Consolidation of clays could be a very time-consuming procedure. However, preloading can increase the speed of consolidation; applying an electric field can accelerate this procedure significantly. The efficiency of the electroosmosis approach has been studied for different types of clays previously. At the same time, there is no information about the performance of the EO method for Tabriz gray clay.

Methods

This paper investigates the effects of the EO technology on Tabriz gray clay using a modified oedometer consolidation apparatus. The achieved results of the EO consolidation of the Gray clay of Tabriz are compared with the standard Kaolin clay (KC-which produced industrially). Three different electrodes (Iron, Copper, and Aluminum) are employed to study about effects of the electrode type, and two different voltages (12 V and 24 V) are applied to assess the impact of the input electric field on the settlement of samples.

Results

It is shown that the copper electrode leads to maximum volumetric strains while the iron electrode results in minimum volumetric strains. In addition, it is shown that the larger input voltage leads to larger settlements. The results indicate that the EO approach is more efficient for the Gray clay of Tabriz in comparison to the KC, where gray clay shows larger settlements while subjected to an electric field.
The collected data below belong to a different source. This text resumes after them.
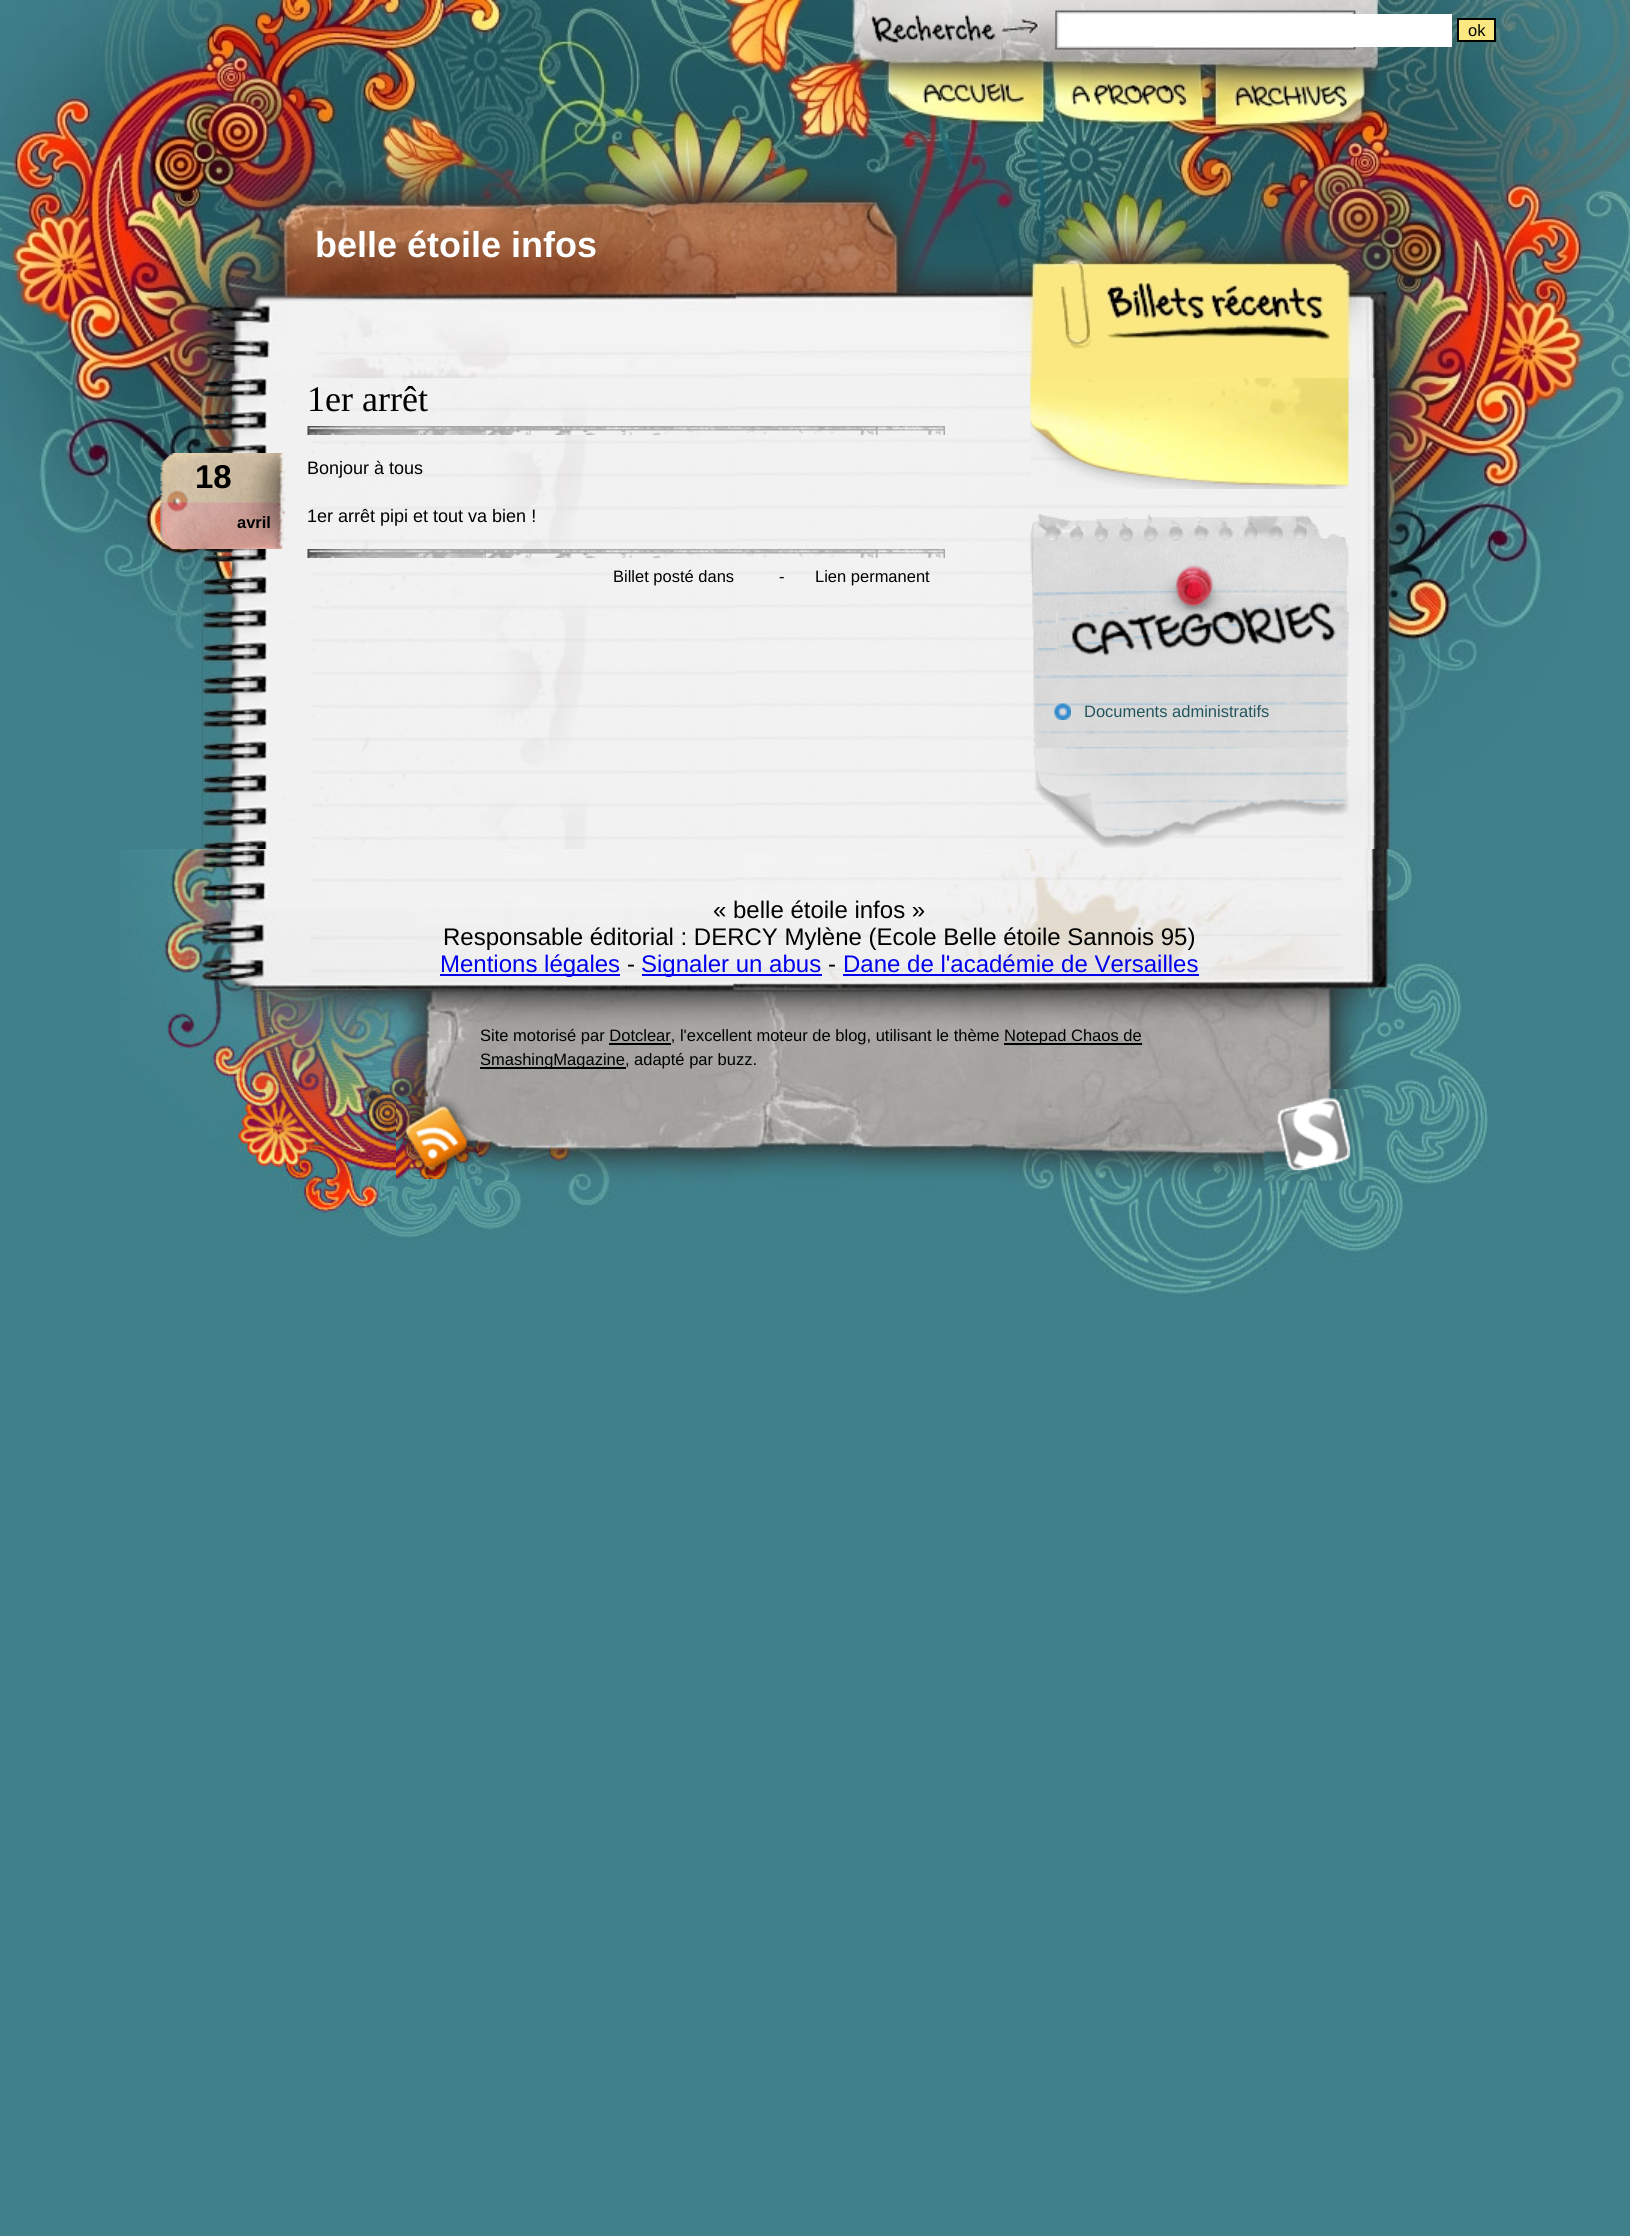 import math
import cairo


def paste(ctx, path, x, y, w, h):
	ctx.save()
	ctx.set_source_surface(cairo.ImageSurface.create_from_png(path), x, y)
	ctx.rectangle(x, y, w, h)
	ctx.fill()
	ctx.restore()

def draw(ctx):
	ctx.set_source_rgb(0.247, 0.502, 0.541)
	ctx.paint()
	paste(ctx, 'media/1.png', 0, 0, 1630, 1019)
	paste(ctx, 'media/2.png', 202, 378, 1189, 471)
	paste(ctx, 'media/3.png', 307, 426, 638, 9)
	ctx.select_font_face('Liberation Serif')
	ctx.set_font_size(36)
	ctx.set_source_rgb(0, 0, 0)
	ctx.move_to(307, 411)
	ctx.show_text('1er arrêt')
	paste(ctx, 'media/4.png', 160, 453, 125, 96)
	ctx.select_font_face('Liberation Sans', cairo.FONT_SLANT_NORMAL, cairo.FONT_WEIGHT_BOLD)
	ctx.set_font_size(33)
	ctx.move_to(195, 488)
	ctx.show_text('18')
	ctx.set_font_size(16.5)
	ctx.move_to(237, 528)
	ctx.show_text('avril')
	ctx.select_font_face('Liberation Sans')
	ctx.set_font_size(18)
	ctx.move_to(307, 474)
	ctx.show_text('Bonjour à tous')
	ctx.move_to(307, 522)
	ctx.show_text('1er arrêt pipi et tout va bien !')
	paste(ctx, 'media/3.png', 307, 549, 638, 9)
	ctx.set_font_size(16.5)
	for x, y, s in [
		(613, 582, 'Billet posté dans'),
		(779, 582, '-'),
		(815, 582, 'Lien permanent'),
	]:
		ctx.move_to(x, y)
		ctx.show_text(s)
	ctx.set_source_rgb(1, 1, 1)
	ctx.rectangle(1154, 14, 298, 33)
	ctx.fill()
	ctx.set_source_rgb(0.984, 0.91, 0.506)
	ctx.rectangle(1458, 19, 37, 22)
	ctx.fill_preserve()
	ctx.set_source_rgb(0, 0, 0)
	ctx.stroke()
	ctx.move_to(1468, 36)
	ctx.show_text('ok')
	paste(ctx, 'media/5.png', 1030, 378, 319, 111)
	paste(ctx, 'media/6.png', 1030, 514, 319, 161)
	paste(ctx, 'media/7.png', 1033, 675, 316, 72)
	paste(ctx, 'media/8.png', 1054, 703, 17, 17)
	ctx.set_source_rgb(0.129, 0.337, 0.369)
	ctx.move_to(1084, 717)
	ctx.show_text('Documents administratifs')
	paste(ctx, 'media/9.png', 1033, 747, 316, 101)
	ctx.select_font_face('Liberation Sans', cairo.FONT_SLANT_NORMAL, cairo.FONT_WEIGHT_BOLD)
	ctx.set_font_size(36)
	ctx.set_source_rgb(1, 1, 1)
	ctx.move_to(315, 257)
	ctx.show_text('belle étoile infos')
	paste(ctx, 'media/10.png', 120, 849, 1369, 447)
	ctx.select_font_face('Liberation Sans')
	ctx.set_font_size(24)
	ctx.set_source_rgb(0, 0, 0)
	ctx.move_to(713, 918)
	ctx.show_text('« belle étoile infos »')
	ctx.move_to(443, 945)
	ctx.show_text('Responsable éditorial : DERCY Mylène (Ecole Belle étoile Sannois 95)')
	ctx.set_source_rgb(0, 0, 0.933)
	ctx.rectangle(440, 974, 180, 2)
	ctx.fill()
	ctx.move_to(440, 972)
	ctx.show_text('Mentions légales')
	ctx.set_source_rgb(0, 0, 0)
	ctx.move_to(627, 972)
	ctx.show_text('-')
	ctx.set_source_rgb(0, 0, 0.933)
	ctx.rectangle(642, 974, 180, 2)
	ctx.fill()
	ctx.move_to(641, 972)
	ctx.show_text('Signaler un abus')
	ctx.set_source_rgb(0, 0, 0)
	ctx.move_to(828, 972)
	ctx.show_text('-')
	ctx.set_source_rgb(0, 0, 0.933)
	ctx.move_to(843, 972)
	ctx.show_text('Dane de l\'académie de Versailles')
	ctx.rectangle(843, 974, 356, 2)
	ctx.fill()
	ctx.set_font_size(16.5)
	ctx.set_source_rgb(0, 0, 0)
	ctx.move_to(480, 1041)
	ctx.show_text('Site motorisé par Dotclear, l\'excellent moteur de blog, utilisant le thème')
	ctx.rectangle(1004, 1043, 138, 2)
	ctx.fill()
	ctx.move_to(1004, 1041)
	ctx.show_text('Notepad Chaos de')
	ctx.rectangle(609, 1043, 62, 2)
	ctx.fill()
	ctx.rectangle(480, 1067, 146, 2)
	ctx.fill()
	ctx.move_to(480, 1065)
	ctx.show_text('SmashingMagazine, adapté par buzz.')
	paste(ctx, 'media/11.png', 396, 1096, 83, 83)
	paste(ctx, 'media/12.png', 1264, 1089, 100, 92)


surface = cairo.ImageSurface(cairo.FORMAT_RGB24, 1630, 2236)
ctx = cairo.Context(surface)
options = cairo.FontOptions()
options.set_hint_metrics(cairo.HINT_METRICS_OFF)
options.set_hint_style(cairo.HINT_STYLE_NONE)
ctx.set_font_options(options)
ctx.set_miter_limit(4)
draw(ctx)
surface.write_to_png('image.png')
Unconfined compression tests are also applied to some samples, and the EO method’s influence on the samples’ strength is discussed.

Conclusions

The achieved results demonstrated that the EO method can be efficiently used to improve the consolidation and strength properties of the gray clay of Tabriz.

• Effects of the electro-osmosis (EO) method on the consolidation properties of the grey clay of Tabriz were investigated.

• A modified oedometer apparatus was developed to assess efficiency of the EO method for gray clay of Tabriz.

• EO induced settlements of the grey clay of Tabriz were compared with the settlements of Kaolin clay.

• Effects of the different electrodes on the EO induced settlements were evaluated.

• Effects of the EO on the unconfined strength of clays were investigated.

Ground improvement technologies such as the application of structural inclusions (Soomro et al. 2022; Poorjafar et al. 2021), grout injection (Golmohamadi et al. 2016), and dewatering approaches (Zeng et al. 2021) have been applied all over the world during the past decades. Regarding the complex mechanical behavior of soils as a natural material, different investigations about such behavior of treated or untreated soils should be conducted by considering various possible conditions (Tohidvand et al. 2022; Maleki et al. 2023). The application of electrokinetic soil improvement methods for clays also has been under development these days. This approach applies an electric field to extract pore water from the anode to the cathode (Casagrande 1949). Different studies have been undertaken to investigate the efficiency of this approach on the consolidation properties, dewatering, injection of additives, increasing strength parameters, and reduction of unfavorable settlements. In these studies, numerous parameters related to the electric supply method, such as the type of the used electrodes, the magnitude of the applied voltage, and the duration of the applied electric field, are studied. Lefebvre and Burnotte (2002) used the electrochemical injection method to improve desired properties of clays. Hamir et al. (2001) used geosynthetics as electrodes and reported that these electrodes could improve drainage, durability, and strength during electro-osmosis consolidation procedures. Zhang et al. (2019), using five different scenarios for applying the time of the electric current, presented an investigation of the effects of the period of the application of the electrical field. Kherad et al. (2020) undertook the electro-osmosis method to study this approach's efficiency in modifying the clays' swelling properties. Zhou et al. (2015) evaluated the effects of electrode type on the electro-osmosis improvement of silts. This research, employing four different types of electrodes, including Iron, Copper, Aluminum, and graffiti, has shown that applying iron electrodes leads to more drainage water compared to the other types of electrodes. Zhang and Hu (2021) studied the effects of suction and preloading in the electro-osmosis consolidation of clays. It was shown that applying suction during electro-osmosis consolidation cannot only improve the drainage volume of pore water but also avoid cracks occurring in the soil adjacent to anode electrodes.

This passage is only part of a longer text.